The results of research into nonlinear propagation processes of ultrasonic waves in water at a non-uniform distribution of bubbles are presented in paper [19]. The mathematical model was synthesized using a set of differential equations that describes the connection between an acoustic field and bubble vibration. It is expected that the attenuation and nonlinear effects are due exclusively to the existence of bubbles. It should be noted that the heterogeneity in the distribution of bubbles is presented in the form of clusters of bubbles that can act as acoustic screens, and affect the behavior of ultrasonic waves.

The necessity of applying means of nondestructive testing in the process of enrichment of mineral-technological varieties of ore raw materials is substantiated in works [20-22]. Specifically, the means of ultrasonic testing will make it possible to obtain necessary information for the operational control over technological processes.

As a means of nondestructive testing, authors of paper [23] used the multimode Lamb waves.
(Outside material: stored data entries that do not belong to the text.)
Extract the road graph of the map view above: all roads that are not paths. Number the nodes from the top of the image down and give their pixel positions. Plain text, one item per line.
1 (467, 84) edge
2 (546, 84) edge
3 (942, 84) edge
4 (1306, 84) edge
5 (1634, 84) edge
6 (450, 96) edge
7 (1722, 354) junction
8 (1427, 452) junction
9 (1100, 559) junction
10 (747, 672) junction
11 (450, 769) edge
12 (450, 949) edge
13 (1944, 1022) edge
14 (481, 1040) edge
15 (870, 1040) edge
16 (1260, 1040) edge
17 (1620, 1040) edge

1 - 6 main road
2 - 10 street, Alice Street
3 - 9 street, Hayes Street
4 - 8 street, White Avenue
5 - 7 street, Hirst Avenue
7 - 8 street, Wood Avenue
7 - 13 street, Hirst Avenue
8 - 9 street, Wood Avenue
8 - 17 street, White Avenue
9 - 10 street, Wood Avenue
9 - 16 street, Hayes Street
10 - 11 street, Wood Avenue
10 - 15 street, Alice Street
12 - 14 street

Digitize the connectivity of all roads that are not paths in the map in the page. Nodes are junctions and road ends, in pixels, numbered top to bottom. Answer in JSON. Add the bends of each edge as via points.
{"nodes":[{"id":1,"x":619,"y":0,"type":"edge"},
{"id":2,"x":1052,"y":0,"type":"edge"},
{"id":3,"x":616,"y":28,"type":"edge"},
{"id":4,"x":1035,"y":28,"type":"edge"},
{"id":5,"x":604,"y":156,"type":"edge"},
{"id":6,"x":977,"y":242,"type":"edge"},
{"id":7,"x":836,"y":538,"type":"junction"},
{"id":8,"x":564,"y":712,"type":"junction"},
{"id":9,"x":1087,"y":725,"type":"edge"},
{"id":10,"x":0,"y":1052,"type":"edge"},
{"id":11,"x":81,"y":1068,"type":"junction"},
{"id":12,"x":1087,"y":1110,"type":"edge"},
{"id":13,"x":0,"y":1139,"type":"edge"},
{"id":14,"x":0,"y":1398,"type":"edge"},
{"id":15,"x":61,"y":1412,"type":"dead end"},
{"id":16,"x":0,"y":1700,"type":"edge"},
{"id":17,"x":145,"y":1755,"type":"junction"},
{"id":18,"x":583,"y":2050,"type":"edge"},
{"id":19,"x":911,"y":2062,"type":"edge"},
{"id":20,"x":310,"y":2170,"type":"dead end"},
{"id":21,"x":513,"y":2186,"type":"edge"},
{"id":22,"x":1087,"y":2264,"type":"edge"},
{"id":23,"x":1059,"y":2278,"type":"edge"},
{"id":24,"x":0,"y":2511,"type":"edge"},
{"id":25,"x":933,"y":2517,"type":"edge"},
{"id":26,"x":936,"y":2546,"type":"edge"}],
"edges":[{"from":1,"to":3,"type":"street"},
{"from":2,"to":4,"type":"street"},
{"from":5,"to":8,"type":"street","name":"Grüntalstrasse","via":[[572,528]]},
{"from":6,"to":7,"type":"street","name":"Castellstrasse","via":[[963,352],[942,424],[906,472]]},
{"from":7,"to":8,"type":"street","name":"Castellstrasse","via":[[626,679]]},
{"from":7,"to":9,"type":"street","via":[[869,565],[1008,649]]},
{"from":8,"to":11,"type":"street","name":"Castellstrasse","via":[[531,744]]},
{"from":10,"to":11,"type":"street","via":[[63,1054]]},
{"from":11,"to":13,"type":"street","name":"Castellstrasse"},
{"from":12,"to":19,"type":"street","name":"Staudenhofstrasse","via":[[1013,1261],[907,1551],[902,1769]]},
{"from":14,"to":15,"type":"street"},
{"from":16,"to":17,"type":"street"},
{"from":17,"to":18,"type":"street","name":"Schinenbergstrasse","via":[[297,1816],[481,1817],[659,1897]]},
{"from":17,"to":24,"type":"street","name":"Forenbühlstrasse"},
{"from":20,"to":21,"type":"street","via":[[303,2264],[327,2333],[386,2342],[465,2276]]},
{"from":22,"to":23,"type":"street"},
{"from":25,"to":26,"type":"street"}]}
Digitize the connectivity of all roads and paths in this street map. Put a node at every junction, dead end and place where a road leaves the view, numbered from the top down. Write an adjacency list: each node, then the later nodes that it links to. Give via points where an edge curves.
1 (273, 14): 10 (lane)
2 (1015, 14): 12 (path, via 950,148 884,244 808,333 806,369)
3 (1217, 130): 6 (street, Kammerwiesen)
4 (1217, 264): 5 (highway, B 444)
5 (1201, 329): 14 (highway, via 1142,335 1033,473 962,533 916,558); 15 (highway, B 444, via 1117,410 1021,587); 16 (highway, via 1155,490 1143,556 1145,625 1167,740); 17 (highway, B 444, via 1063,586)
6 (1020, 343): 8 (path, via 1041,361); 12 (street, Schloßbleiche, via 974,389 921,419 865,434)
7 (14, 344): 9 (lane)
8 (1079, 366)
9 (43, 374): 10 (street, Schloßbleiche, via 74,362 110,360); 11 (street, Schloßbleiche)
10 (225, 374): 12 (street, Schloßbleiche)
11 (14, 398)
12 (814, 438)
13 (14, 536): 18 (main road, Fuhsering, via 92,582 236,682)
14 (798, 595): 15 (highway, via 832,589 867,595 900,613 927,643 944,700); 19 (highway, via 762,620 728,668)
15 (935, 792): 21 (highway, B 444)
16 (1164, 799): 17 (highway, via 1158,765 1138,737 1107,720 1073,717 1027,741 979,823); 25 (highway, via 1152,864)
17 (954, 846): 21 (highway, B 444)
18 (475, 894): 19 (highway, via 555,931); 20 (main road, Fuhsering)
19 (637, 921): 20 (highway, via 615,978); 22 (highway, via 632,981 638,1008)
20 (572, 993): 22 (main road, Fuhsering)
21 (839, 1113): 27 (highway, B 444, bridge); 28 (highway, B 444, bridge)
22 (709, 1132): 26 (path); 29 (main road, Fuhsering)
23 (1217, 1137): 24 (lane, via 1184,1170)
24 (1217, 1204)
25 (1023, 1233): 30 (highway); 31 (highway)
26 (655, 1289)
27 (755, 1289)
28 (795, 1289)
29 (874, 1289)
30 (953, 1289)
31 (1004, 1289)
By measuring the characteristics of different modes in experimental dispersion curves of the Lamb waves and matching them against theoretical curves, the authors derived estimates for some physical parameters of the investigated medium. It is noted that the Lamb waves dispersion curves depend only on the plate parameters while the frequency and phase speed can be set relative to the speed of a shear wave and thickness of the layer of the investigated medium.

The use of controlled ultrasonic influence on the ore raw material in the enrichment process, in order to improve the efficiency of a given process, was studied in papers [24-25]. The authors presented a mathematical description of cavita-tion processes in a heterogeneous medium and generalized model of the dynamics of gas bubbles. The technique for determining optimal parameters for the source of ultrasonic oscillations was proposed.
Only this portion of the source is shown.